- Your assignment -
Write out, word for word, every line in the data below from the one containing "8h14l-1 12H6zM9 8a3" to the one containing "11l9-7 9 7M6", both of them included.

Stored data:
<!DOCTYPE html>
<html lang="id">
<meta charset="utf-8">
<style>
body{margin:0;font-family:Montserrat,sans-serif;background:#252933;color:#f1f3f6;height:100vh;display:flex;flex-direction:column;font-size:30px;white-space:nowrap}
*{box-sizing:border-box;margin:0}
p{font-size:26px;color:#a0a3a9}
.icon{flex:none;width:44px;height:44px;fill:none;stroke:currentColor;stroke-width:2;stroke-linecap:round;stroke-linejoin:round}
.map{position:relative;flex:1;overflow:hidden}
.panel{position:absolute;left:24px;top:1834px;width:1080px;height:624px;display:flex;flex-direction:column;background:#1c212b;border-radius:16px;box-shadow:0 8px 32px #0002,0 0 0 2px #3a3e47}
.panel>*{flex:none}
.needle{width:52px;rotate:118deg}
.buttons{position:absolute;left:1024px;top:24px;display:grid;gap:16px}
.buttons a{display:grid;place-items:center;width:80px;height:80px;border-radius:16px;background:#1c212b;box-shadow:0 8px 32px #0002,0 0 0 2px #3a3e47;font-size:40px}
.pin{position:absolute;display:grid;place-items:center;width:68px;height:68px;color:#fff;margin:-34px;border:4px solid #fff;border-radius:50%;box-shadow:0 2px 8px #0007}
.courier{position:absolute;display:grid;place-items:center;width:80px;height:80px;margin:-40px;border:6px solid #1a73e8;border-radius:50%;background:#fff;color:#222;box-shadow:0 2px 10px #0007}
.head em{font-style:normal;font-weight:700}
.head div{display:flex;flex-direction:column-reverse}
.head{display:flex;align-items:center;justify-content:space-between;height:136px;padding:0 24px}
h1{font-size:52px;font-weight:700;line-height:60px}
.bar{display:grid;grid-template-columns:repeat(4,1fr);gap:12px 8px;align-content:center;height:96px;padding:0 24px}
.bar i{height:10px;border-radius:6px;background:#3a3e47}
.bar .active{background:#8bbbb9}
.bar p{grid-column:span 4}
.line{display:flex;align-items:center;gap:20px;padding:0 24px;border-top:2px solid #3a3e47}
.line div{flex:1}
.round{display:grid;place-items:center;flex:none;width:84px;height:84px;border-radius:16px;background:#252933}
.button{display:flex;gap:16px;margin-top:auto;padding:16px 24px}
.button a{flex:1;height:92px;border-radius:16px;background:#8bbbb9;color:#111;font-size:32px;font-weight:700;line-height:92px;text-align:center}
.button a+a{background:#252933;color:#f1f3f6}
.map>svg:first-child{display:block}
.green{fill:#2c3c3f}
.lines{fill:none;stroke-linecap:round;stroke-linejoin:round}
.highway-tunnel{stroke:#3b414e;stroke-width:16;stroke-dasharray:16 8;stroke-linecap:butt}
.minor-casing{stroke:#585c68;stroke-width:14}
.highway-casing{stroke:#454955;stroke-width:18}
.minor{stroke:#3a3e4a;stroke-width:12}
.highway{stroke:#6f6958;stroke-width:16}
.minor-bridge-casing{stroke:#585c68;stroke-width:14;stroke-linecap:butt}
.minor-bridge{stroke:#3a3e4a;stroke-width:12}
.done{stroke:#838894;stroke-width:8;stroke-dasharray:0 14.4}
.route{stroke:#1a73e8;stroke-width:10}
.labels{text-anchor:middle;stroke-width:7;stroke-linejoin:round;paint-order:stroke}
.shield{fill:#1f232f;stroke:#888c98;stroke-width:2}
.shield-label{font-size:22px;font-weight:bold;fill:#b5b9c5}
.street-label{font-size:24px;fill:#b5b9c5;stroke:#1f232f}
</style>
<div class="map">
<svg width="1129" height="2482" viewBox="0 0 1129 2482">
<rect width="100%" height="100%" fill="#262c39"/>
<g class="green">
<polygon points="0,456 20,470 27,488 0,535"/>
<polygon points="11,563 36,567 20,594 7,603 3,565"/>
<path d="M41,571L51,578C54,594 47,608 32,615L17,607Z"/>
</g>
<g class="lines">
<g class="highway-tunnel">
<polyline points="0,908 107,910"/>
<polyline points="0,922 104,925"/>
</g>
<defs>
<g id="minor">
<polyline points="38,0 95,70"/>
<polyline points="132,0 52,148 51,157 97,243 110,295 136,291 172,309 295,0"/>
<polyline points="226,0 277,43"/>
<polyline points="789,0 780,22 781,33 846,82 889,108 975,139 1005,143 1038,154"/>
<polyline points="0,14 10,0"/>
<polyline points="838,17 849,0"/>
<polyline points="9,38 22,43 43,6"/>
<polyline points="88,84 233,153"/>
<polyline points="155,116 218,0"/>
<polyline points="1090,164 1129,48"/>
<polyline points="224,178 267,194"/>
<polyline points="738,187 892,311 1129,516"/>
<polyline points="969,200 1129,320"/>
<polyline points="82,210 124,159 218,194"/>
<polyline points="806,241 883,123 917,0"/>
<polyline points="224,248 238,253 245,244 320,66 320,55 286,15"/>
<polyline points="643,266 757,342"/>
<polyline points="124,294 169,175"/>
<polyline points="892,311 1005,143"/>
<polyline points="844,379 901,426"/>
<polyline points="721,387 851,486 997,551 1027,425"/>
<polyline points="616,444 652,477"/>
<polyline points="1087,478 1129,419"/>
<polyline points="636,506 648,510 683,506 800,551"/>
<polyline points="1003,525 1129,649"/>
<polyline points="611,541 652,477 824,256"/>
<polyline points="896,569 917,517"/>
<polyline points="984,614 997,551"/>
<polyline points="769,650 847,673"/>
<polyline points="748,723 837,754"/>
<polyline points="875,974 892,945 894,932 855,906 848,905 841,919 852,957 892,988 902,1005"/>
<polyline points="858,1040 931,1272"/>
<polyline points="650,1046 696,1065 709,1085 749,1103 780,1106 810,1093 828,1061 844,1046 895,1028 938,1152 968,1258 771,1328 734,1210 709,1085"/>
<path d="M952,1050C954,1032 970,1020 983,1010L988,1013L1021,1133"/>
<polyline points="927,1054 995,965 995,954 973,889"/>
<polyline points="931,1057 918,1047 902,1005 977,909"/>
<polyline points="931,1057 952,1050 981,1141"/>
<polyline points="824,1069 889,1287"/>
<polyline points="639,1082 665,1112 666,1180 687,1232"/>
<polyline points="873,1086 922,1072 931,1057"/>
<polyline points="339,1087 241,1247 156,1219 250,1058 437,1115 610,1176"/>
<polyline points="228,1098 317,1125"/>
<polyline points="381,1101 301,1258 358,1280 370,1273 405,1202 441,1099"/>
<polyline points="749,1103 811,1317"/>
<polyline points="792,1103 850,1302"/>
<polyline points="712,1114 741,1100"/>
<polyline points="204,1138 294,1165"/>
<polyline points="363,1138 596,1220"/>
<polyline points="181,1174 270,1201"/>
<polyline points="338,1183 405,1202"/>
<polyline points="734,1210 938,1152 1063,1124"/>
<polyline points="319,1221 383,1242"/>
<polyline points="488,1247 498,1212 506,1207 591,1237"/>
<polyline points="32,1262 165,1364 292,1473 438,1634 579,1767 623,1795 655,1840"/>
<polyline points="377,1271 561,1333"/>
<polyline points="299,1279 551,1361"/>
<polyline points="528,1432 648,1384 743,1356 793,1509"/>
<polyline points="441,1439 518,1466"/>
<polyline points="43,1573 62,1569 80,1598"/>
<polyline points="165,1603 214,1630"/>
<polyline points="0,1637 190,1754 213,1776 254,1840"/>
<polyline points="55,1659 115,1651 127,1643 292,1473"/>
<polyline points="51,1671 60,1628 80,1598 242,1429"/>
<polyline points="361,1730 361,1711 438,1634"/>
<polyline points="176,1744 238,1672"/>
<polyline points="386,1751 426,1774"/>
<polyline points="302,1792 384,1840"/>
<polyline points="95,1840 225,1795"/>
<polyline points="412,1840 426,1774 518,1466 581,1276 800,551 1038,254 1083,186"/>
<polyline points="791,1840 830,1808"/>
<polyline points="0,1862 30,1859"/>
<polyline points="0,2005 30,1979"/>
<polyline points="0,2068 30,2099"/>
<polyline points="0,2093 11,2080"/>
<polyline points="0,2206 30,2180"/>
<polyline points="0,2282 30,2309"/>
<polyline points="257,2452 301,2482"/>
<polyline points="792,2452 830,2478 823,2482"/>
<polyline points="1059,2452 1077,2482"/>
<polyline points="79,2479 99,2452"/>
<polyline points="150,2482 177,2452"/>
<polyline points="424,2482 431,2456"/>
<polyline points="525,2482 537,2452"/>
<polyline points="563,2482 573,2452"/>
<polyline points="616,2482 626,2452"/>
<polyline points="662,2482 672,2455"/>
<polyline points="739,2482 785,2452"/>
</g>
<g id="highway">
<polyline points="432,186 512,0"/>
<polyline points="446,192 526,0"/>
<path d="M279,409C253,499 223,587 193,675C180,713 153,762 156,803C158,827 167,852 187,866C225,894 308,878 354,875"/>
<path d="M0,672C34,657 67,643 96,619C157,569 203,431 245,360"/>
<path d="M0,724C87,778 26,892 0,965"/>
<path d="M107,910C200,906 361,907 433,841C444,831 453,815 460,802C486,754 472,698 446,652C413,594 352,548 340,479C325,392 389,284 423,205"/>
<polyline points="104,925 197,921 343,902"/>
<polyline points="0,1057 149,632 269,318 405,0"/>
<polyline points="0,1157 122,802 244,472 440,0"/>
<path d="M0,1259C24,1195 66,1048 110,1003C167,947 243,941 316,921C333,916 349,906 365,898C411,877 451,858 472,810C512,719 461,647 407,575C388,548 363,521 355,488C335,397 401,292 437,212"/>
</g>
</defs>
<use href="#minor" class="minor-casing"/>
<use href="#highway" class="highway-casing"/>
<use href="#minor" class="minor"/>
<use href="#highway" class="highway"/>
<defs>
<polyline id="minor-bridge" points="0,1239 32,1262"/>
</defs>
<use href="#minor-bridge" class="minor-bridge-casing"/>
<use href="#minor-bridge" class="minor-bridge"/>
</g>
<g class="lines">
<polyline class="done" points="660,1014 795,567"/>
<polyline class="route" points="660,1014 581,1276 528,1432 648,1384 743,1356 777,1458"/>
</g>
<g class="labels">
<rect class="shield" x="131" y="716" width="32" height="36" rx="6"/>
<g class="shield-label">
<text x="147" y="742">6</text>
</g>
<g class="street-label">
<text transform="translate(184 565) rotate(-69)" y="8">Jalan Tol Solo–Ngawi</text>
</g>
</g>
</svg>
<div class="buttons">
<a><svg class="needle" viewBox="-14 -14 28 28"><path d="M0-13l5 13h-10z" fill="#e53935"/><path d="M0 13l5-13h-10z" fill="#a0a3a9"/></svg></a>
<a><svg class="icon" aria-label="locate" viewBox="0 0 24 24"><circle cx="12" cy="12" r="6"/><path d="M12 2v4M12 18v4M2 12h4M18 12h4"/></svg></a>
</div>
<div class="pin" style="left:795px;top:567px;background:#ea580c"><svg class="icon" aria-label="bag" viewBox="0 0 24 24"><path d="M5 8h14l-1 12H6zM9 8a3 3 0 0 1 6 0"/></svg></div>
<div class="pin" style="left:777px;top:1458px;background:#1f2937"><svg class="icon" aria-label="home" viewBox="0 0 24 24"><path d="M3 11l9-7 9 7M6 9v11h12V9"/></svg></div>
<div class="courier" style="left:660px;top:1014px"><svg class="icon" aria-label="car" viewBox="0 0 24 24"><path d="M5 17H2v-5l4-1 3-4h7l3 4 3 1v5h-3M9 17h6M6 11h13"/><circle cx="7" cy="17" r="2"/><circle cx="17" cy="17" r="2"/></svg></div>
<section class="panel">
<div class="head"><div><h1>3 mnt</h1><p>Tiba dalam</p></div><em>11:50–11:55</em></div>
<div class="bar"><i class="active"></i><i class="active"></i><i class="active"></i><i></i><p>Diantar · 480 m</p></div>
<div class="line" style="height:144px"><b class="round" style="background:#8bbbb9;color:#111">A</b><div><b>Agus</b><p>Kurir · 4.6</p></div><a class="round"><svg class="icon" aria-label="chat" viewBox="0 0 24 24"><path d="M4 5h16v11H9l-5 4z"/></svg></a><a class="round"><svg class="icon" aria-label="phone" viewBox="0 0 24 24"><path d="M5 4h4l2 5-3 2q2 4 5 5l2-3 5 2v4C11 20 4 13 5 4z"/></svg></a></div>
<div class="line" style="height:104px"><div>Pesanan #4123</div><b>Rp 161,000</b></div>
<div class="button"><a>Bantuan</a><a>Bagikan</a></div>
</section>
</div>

- Solution to this problem -
<div class="pin" style="left:795px;top:567px;background:#ea580c"><svg class="icon" aria-label="bag" viewBox="0 0 24 24"><path d="M5 8h14l-1 12H6zM9 8a3 3 0 0 1 6 0"/></svg></div>
<div class="pin" style="left:777px;top:1458px;background:#1f2937"><svg class="icon" aria-label="home" viewBox="0 0 24 24"><path d="M3 11l9-7 9 7M6 9v11h12V9"/></svg></div>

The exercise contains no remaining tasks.